Stored data
-.-.-
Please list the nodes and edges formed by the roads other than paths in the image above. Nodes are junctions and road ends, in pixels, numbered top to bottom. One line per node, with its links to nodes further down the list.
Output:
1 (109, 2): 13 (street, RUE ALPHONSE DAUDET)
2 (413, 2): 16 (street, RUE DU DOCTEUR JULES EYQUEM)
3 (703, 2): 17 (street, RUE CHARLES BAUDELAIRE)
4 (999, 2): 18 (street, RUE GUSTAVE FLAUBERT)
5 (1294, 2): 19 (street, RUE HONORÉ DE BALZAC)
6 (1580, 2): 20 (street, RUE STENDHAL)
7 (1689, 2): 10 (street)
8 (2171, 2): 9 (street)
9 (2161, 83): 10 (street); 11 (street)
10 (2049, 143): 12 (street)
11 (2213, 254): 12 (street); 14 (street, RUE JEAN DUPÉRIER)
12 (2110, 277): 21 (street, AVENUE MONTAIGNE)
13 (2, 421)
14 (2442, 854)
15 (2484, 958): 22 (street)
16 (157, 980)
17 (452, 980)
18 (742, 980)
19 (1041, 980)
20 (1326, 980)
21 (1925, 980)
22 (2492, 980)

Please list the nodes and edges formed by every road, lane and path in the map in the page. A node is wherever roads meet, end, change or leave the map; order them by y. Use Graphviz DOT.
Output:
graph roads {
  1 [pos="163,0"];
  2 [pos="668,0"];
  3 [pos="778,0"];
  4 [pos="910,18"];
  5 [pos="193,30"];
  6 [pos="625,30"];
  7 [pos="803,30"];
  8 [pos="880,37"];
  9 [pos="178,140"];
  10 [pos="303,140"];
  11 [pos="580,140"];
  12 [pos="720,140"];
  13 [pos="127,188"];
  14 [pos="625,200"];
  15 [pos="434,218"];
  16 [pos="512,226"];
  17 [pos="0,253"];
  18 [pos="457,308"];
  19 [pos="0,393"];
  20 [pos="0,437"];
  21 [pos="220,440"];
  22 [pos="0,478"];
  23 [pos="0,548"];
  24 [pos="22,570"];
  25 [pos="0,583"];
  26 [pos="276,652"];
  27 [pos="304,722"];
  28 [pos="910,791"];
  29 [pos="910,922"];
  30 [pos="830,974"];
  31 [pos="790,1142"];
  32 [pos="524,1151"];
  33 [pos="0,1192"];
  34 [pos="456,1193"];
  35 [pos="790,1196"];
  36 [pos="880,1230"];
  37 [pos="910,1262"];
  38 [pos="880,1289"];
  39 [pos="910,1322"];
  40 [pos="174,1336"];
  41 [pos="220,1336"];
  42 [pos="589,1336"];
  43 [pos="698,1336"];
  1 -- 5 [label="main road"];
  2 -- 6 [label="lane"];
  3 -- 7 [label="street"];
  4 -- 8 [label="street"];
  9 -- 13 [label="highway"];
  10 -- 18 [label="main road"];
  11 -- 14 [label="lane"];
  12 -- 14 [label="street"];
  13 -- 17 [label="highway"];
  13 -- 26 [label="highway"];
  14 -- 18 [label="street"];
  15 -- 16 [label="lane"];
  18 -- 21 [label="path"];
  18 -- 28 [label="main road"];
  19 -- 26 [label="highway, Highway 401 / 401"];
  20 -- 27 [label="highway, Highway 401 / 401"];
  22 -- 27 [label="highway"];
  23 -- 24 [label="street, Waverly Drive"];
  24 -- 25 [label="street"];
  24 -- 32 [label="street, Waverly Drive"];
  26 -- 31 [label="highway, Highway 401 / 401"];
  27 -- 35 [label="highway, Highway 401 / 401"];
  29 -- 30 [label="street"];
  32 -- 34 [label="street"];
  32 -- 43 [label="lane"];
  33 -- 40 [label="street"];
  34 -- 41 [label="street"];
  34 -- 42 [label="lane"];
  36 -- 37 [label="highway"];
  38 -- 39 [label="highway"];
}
-.-.-
• **Work request**
Could you filter the entries above for lines holding the string "Waverly" and copy them?

• **Output of the exercise**
  23 -- 24 [label="street, Waverly Drive"];
  24 -- 32 [label="street, Waverly Drive"];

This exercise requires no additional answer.